BEGIN
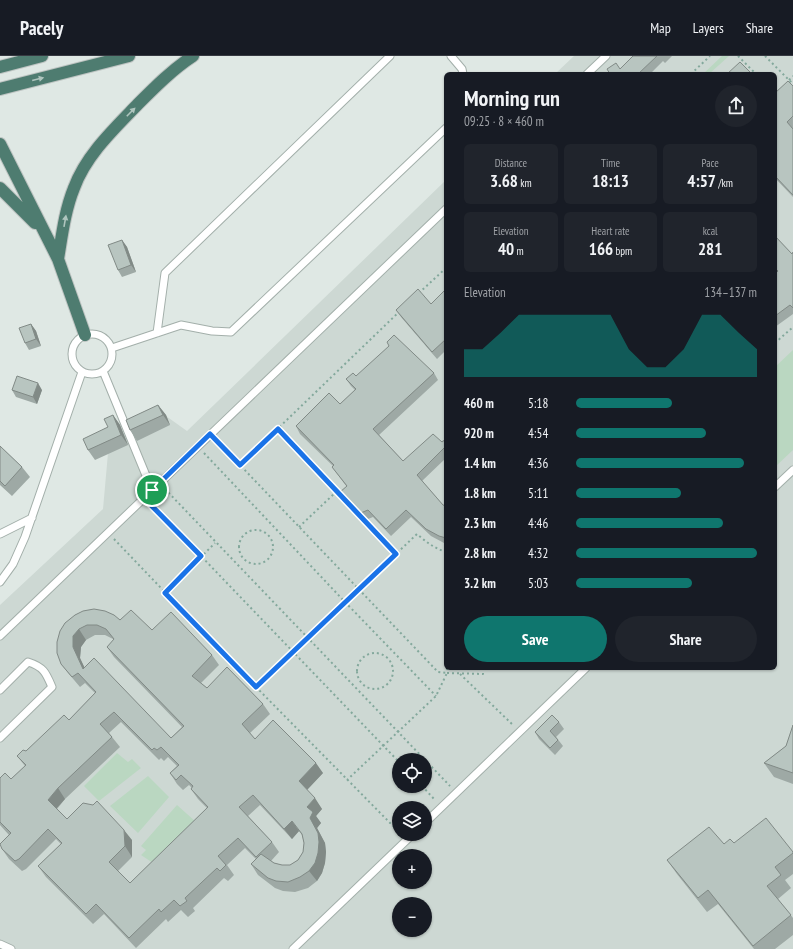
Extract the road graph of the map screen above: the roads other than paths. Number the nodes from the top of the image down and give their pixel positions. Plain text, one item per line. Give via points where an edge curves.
END
BEGIN
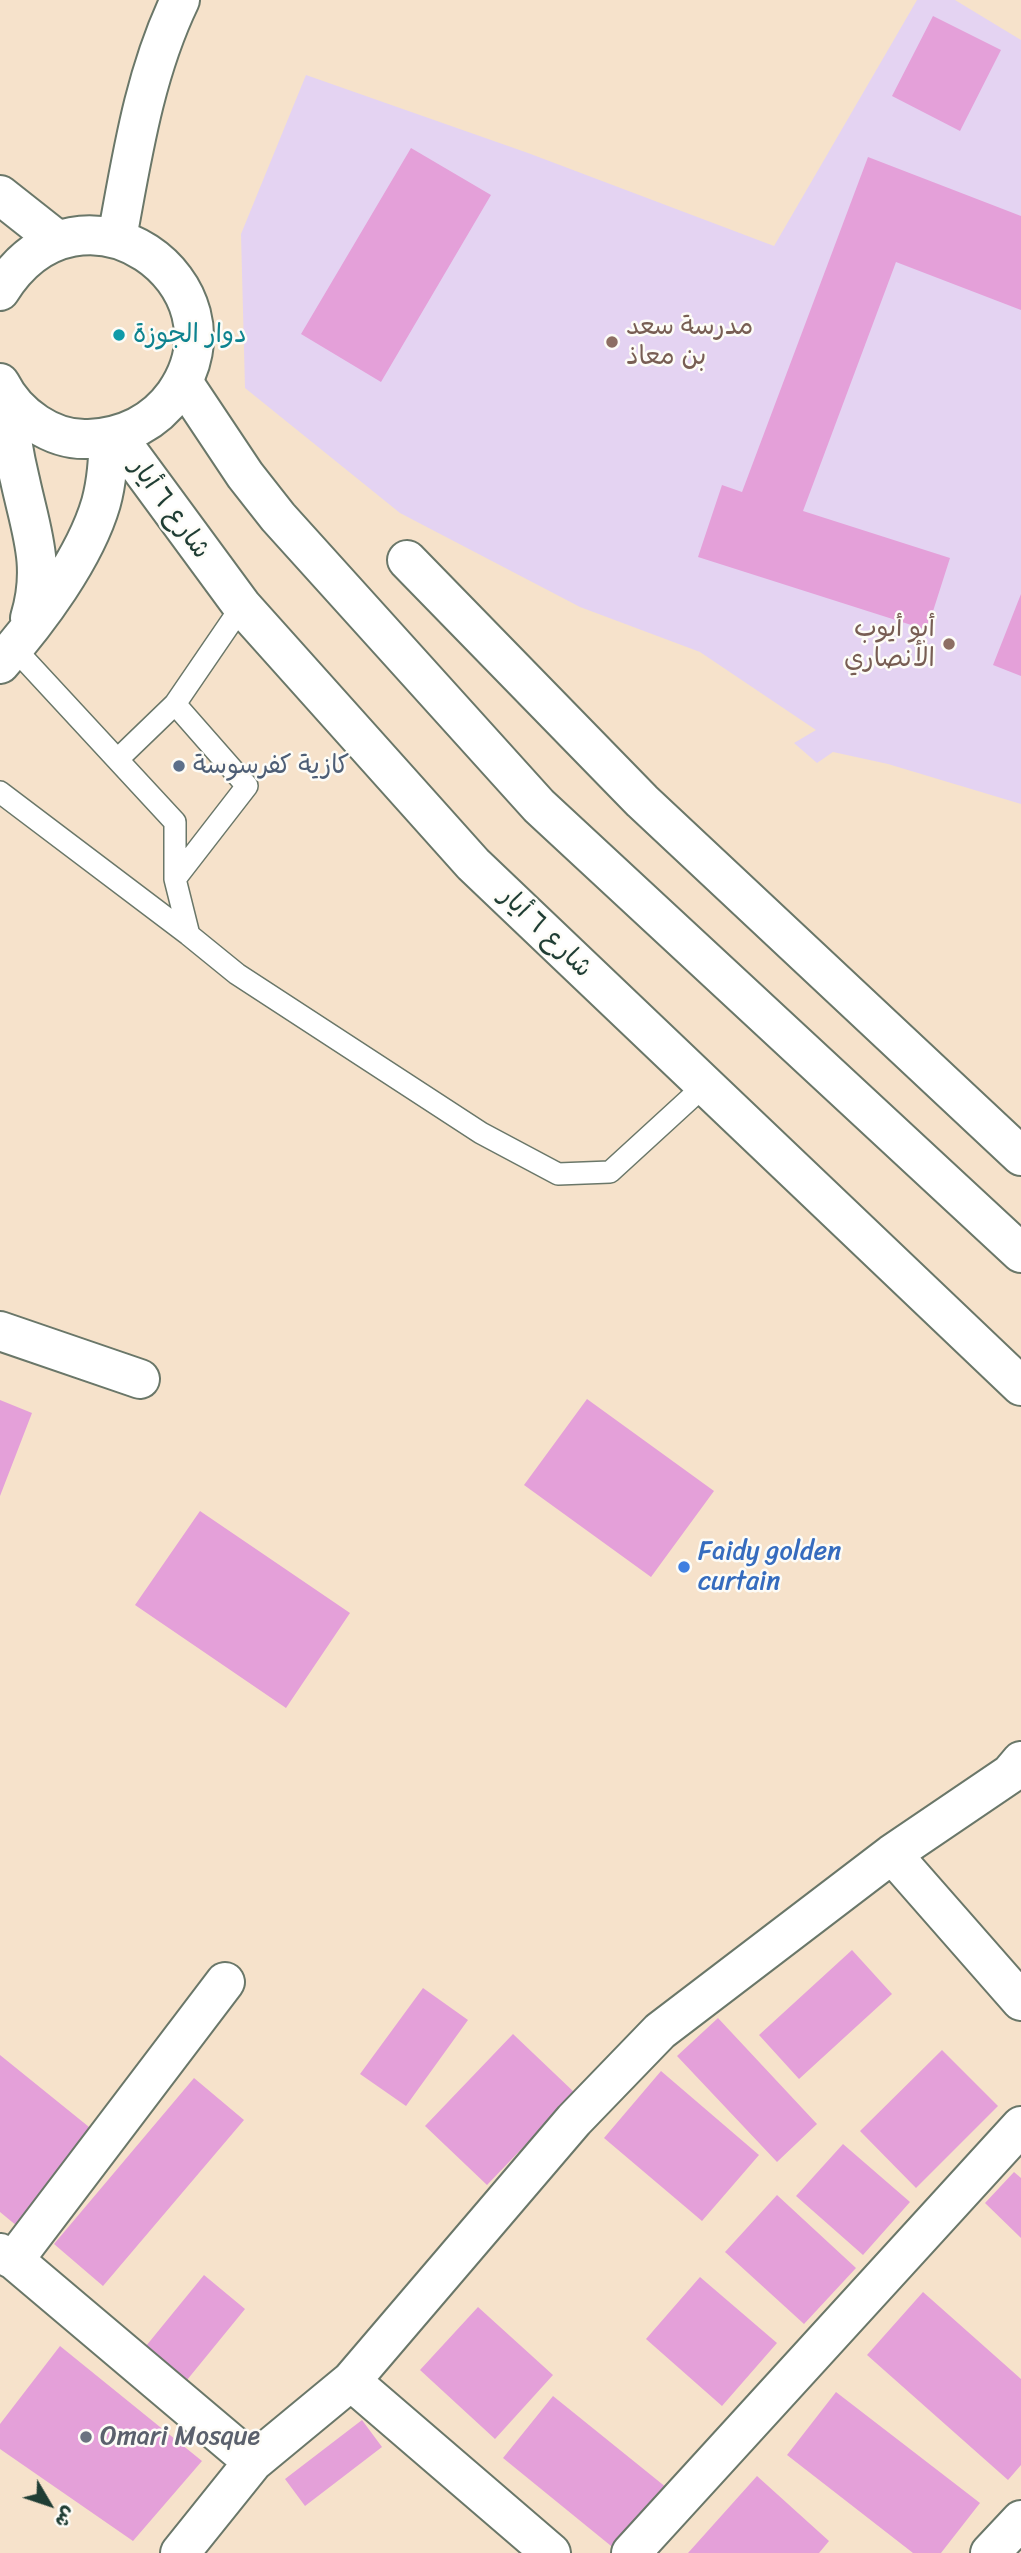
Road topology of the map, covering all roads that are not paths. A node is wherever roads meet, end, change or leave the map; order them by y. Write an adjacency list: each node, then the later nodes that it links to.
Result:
END
BEGIN
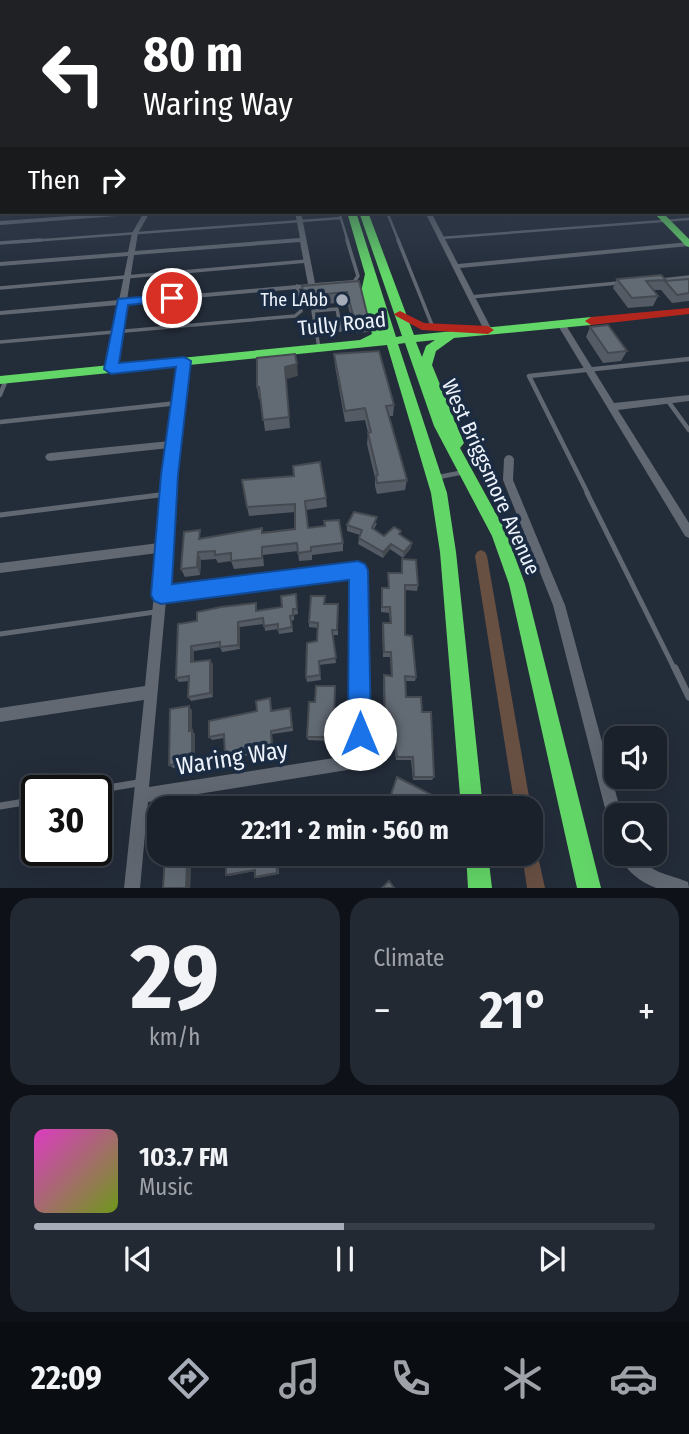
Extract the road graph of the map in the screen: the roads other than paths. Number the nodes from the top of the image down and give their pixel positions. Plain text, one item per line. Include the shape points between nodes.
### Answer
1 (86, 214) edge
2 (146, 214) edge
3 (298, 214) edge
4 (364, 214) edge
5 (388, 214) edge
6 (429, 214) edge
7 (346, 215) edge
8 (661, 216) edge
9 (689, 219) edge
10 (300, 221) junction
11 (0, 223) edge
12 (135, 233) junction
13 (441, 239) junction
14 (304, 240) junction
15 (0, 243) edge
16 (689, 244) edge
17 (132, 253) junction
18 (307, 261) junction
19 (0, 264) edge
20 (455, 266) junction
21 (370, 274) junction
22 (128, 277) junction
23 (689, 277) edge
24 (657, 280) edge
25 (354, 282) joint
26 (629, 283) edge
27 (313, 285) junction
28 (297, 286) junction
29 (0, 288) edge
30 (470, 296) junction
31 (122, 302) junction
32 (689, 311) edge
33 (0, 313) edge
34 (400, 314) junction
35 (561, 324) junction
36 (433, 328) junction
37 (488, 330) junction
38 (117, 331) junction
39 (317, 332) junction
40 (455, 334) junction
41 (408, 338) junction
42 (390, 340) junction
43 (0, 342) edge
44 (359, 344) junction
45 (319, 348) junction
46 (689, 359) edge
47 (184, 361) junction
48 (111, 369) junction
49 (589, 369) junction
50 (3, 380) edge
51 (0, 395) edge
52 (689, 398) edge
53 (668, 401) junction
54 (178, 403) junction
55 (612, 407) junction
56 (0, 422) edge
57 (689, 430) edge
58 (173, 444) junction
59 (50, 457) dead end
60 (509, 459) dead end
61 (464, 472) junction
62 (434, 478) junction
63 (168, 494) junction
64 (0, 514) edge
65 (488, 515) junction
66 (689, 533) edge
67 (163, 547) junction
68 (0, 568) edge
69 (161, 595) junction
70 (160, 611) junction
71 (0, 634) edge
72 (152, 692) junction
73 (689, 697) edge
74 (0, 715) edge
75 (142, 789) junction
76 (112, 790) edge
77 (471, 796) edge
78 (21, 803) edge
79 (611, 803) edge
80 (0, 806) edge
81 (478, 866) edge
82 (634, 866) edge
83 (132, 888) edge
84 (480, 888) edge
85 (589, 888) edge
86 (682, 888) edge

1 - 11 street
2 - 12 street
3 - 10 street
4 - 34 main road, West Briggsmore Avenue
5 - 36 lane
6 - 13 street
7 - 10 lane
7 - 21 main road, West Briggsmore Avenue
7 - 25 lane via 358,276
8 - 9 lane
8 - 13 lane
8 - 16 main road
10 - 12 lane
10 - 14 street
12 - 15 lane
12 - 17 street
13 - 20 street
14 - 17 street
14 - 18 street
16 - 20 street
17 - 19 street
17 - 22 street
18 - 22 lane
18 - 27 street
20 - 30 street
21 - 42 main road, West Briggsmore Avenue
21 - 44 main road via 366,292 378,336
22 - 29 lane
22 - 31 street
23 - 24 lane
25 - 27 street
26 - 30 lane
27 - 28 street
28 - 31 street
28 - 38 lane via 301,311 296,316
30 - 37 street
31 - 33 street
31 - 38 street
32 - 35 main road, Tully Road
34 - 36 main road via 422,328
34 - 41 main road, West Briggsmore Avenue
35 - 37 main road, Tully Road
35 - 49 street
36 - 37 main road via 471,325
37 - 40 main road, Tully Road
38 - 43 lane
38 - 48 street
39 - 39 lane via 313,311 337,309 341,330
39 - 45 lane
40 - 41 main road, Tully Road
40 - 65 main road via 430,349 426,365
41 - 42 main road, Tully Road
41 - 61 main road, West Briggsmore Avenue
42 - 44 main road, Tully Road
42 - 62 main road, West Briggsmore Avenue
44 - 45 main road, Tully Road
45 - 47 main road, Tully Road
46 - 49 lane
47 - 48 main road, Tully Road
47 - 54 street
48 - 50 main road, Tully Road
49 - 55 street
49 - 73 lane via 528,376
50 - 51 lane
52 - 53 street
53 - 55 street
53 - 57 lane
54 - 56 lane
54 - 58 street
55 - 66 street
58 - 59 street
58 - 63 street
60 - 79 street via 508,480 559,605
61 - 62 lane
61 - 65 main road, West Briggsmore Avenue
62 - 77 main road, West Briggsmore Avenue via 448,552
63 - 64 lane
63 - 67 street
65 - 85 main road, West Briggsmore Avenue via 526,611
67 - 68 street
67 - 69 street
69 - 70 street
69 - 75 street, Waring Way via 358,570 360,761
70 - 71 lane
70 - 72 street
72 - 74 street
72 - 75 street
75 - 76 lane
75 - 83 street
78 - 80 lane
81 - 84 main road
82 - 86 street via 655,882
END
Among the lines of the material above, find those with the word "points". Copy each one.

=== Exercise output ===
Extract the road graph of the map screen above: the roads other than paths. Number the nodes from the top of the image down and give their pixel positions. Plain text, one item per line. Give via points where an edge curves.
Extract the road graph of the map in the screen: the roads other than paths. Number the nodes from the top of the image down and give their pixel positions. Plain text, one item per line. Include the shape points between nodes.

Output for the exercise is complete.